## Activity
Within the listing below, please copy exactly the lines between the line holding "Turn all roads" and the line holding "Digitize the connectivity", inclusive.

■ ■ ■ ■

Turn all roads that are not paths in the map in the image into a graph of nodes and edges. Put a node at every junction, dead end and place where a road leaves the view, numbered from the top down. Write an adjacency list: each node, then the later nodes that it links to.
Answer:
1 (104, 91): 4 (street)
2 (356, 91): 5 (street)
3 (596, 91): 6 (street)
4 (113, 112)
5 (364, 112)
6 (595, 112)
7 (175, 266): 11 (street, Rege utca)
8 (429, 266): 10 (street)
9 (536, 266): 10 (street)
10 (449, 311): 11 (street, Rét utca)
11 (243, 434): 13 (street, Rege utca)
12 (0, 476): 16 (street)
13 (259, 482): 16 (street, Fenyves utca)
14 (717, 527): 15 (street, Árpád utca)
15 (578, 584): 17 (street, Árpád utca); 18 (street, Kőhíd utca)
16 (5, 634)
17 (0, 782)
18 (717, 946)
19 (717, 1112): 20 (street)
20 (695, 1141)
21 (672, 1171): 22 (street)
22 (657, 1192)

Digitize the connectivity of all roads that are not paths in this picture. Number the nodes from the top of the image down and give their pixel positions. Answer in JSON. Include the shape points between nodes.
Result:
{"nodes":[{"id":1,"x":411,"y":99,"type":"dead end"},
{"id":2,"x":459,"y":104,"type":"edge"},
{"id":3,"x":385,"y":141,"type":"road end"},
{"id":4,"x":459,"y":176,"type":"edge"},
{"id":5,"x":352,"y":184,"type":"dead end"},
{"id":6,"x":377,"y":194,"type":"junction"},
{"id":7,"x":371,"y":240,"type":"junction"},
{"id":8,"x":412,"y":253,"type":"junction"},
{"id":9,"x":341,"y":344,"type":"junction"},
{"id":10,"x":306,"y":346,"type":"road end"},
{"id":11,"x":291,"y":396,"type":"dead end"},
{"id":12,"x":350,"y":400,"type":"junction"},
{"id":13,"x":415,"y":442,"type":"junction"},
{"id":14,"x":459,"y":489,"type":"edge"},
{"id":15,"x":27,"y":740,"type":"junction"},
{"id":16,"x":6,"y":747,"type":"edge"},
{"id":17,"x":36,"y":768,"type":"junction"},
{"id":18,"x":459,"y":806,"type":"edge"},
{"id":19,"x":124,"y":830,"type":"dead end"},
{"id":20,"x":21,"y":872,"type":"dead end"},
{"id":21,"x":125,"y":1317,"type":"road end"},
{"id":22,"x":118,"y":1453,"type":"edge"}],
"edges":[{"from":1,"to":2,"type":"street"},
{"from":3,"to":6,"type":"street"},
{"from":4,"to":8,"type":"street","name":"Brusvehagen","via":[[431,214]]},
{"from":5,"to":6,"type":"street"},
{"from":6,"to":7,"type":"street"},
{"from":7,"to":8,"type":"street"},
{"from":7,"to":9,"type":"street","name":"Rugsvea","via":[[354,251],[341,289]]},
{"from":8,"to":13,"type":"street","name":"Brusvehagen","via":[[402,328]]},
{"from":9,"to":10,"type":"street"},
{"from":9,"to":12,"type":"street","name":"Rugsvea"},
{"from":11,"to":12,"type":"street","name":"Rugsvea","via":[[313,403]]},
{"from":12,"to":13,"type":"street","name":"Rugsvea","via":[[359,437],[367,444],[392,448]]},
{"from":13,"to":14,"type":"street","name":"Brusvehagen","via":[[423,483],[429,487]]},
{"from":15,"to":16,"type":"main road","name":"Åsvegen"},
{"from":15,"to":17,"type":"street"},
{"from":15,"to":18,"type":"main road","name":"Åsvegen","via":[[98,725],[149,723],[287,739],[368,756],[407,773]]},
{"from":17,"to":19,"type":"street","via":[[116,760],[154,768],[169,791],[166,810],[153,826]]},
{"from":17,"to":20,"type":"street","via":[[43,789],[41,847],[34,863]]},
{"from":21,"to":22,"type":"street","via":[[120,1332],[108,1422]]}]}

■ ■ ■ ■

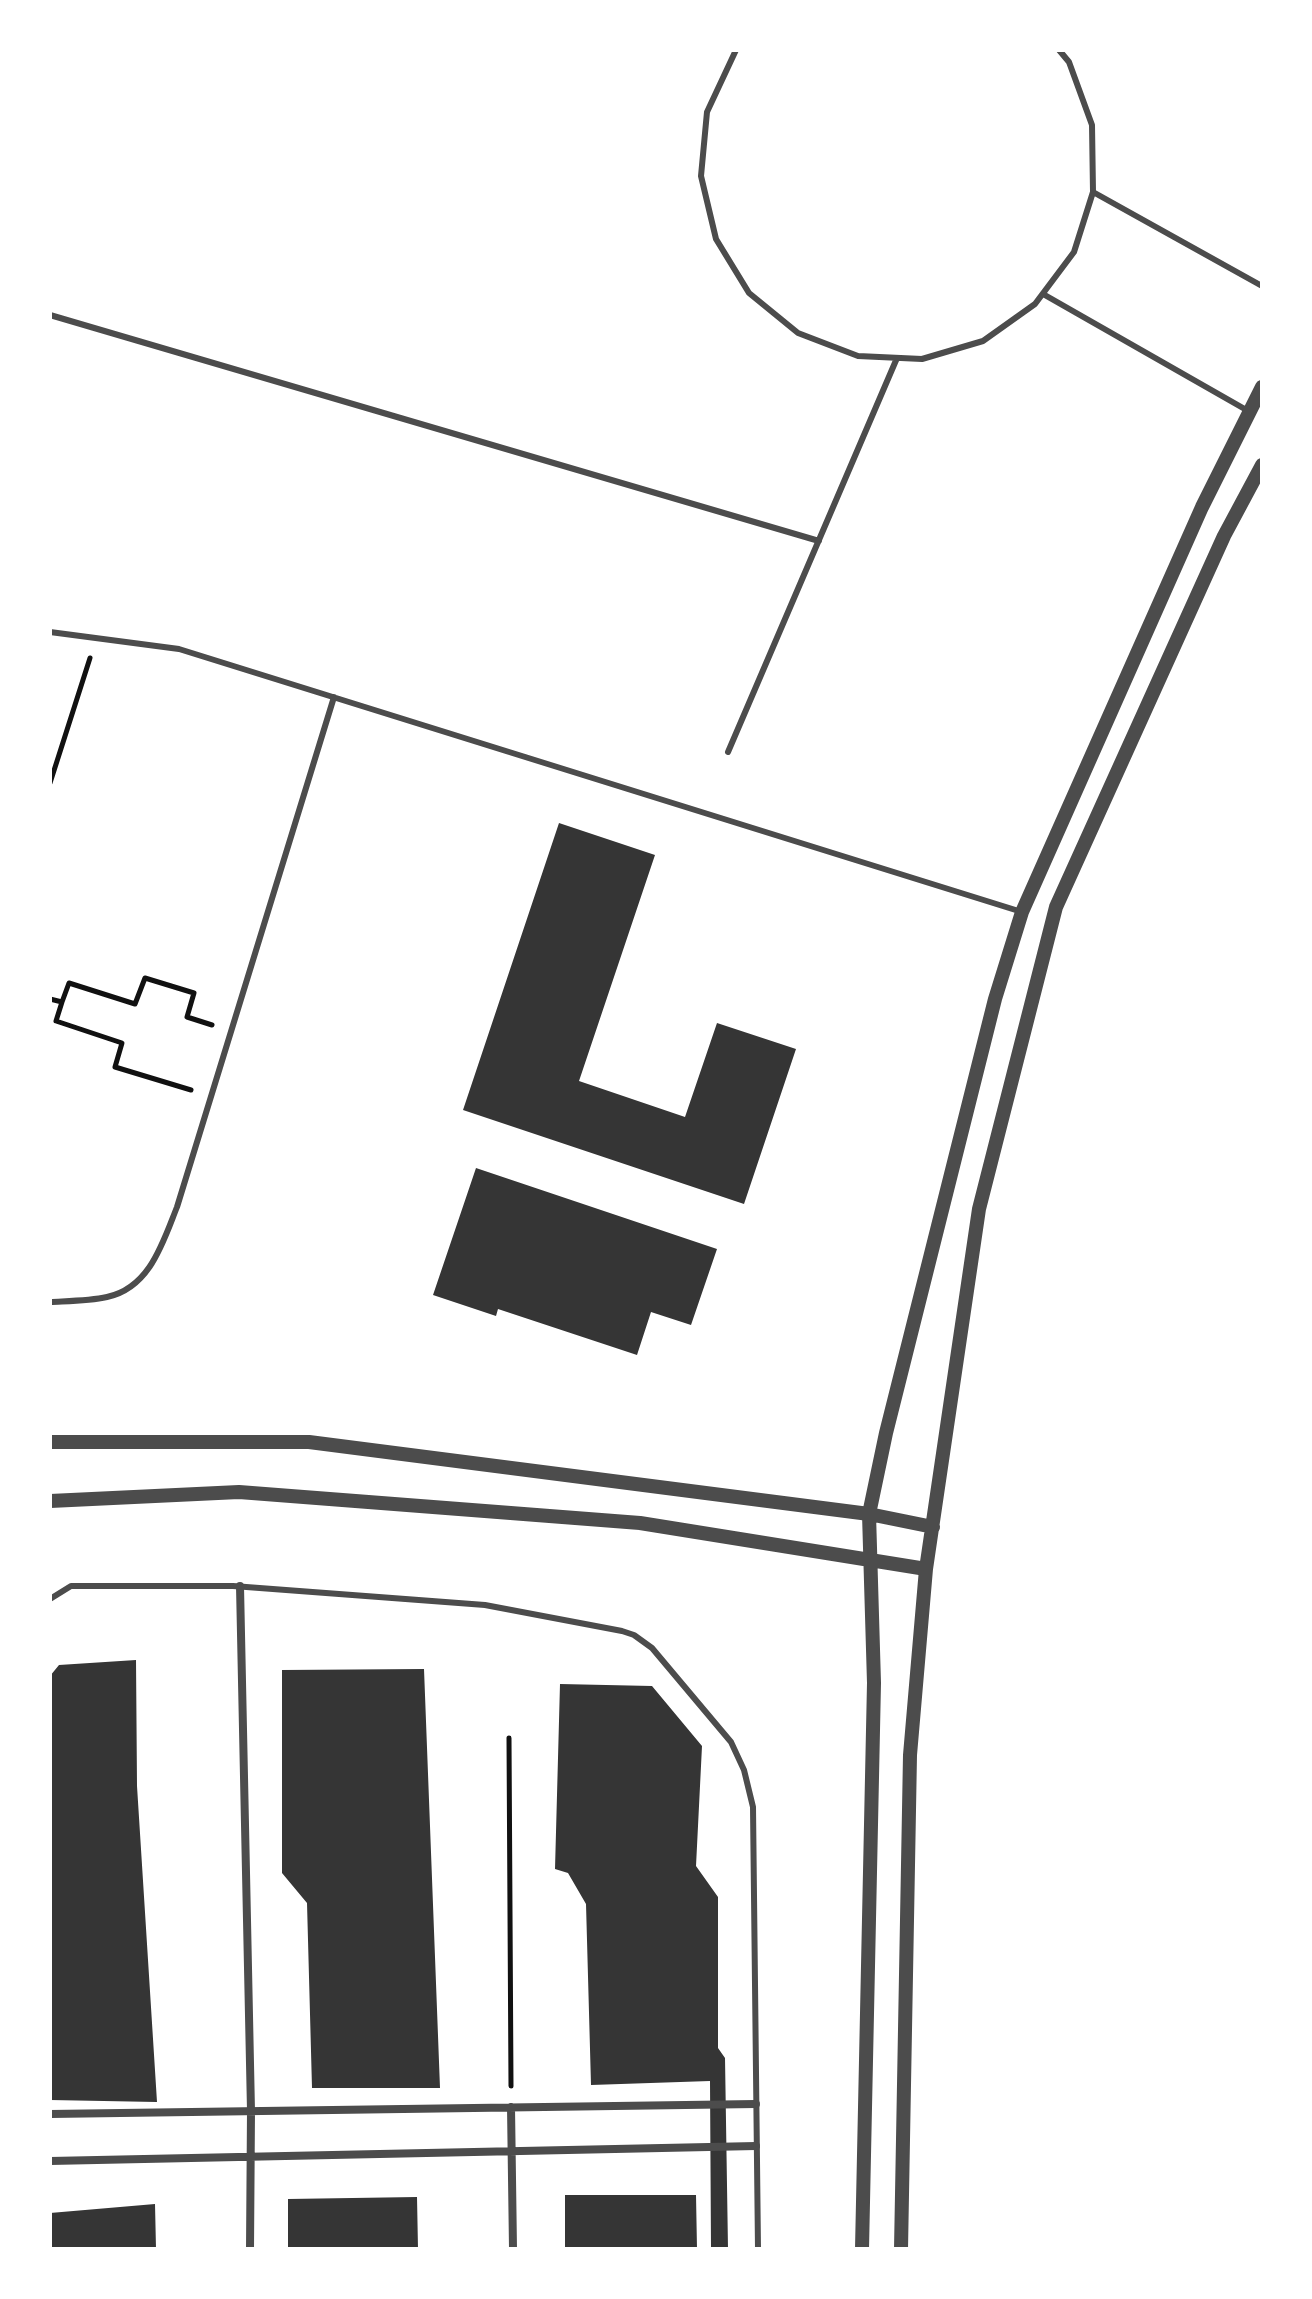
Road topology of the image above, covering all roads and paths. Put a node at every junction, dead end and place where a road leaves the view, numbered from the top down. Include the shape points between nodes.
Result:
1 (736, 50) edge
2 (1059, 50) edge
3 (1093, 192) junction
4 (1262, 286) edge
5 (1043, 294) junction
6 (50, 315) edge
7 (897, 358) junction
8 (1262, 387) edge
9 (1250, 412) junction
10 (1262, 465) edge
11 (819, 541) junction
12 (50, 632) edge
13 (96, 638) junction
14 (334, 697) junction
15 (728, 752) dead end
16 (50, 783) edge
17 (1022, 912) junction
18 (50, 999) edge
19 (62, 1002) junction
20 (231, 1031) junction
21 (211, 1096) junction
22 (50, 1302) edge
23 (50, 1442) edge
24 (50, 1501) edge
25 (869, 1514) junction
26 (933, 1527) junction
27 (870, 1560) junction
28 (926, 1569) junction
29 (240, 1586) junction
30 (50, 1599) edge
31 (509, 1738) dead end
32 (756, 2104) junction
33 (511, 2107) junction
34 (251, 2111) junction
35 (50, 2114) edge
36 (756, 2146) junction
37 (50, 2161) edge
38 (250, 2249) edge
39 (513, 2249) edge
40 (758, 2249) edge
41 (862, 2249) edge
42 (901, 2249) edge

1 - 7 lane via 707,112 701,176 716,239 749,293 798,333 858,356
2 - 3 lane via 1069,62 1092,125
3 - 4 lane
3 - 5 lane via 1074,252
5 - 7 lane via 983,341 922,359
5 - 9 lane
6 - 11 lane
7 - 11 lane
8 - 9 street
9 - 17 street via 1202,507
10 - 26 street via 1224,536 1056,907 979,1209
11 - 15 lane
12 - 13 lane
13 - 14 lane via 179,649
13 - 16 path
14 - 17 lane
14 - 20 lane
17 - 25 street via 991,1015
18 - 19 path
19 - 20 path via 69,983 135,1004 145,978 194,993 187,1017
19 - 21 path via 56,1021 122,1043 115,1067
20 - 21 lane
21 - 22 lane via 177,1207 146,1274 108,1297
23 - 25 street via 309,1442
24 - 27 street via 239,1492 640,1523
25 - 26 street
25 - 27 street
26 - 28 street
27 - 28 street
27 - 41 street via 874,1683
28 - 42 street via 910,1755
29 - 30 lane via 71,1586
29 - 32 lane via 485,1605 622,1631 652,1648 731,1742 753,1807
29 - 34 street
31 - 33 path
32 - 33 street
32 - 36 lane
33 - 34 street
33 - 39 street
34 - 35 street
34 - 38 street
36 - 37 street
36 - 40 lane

■ ■ ■ ■

## Solution to this problem
Turn all roads that are not paths in the map in the image into a graph of nodes and edges. Put a node at every junction, dead end and place where a road leaves the view, numbered from the top down. Write an adjacency list: each node, then the later nodes that it links to.
Answer:
1 (104, 91): 4 (street)
2 (356, 91): 5 (street)
3 (596, 91): 6 (street)
4 (113, 112)
5 (364, 112)
6 (595, 112)
7 (175, 266): 11 (street, Rege utca)
8 (429, 266): 10 (street)
9 (536, 266): 10 (street)
10 (449, 311): 11 (street, Rét utca)
11 (243, 434): 13 (street, Rege utca)
12 (0, 476): 16 (street)
13 (259, 482): 16 (street, Fenyves utca)
14 (717, 527): 15 (street, Árpád utca)
15 (578, 584): 17 (street, Árpád utca); 18 (street, Kőhíd utca)
16 (5, 634)
17 (0, 782)
18 (717, 946)
19 (717, 1112): 20 (street)
20 (695, 1141)
21 (672, 1171): 22 (street)
22 (657, 1192)

Digitize the connectivity of all roads that are not paths in this picture. Number the nodes from the top of the image down and give their pixel positions. Answer in JSON. Include the shape points between nodes.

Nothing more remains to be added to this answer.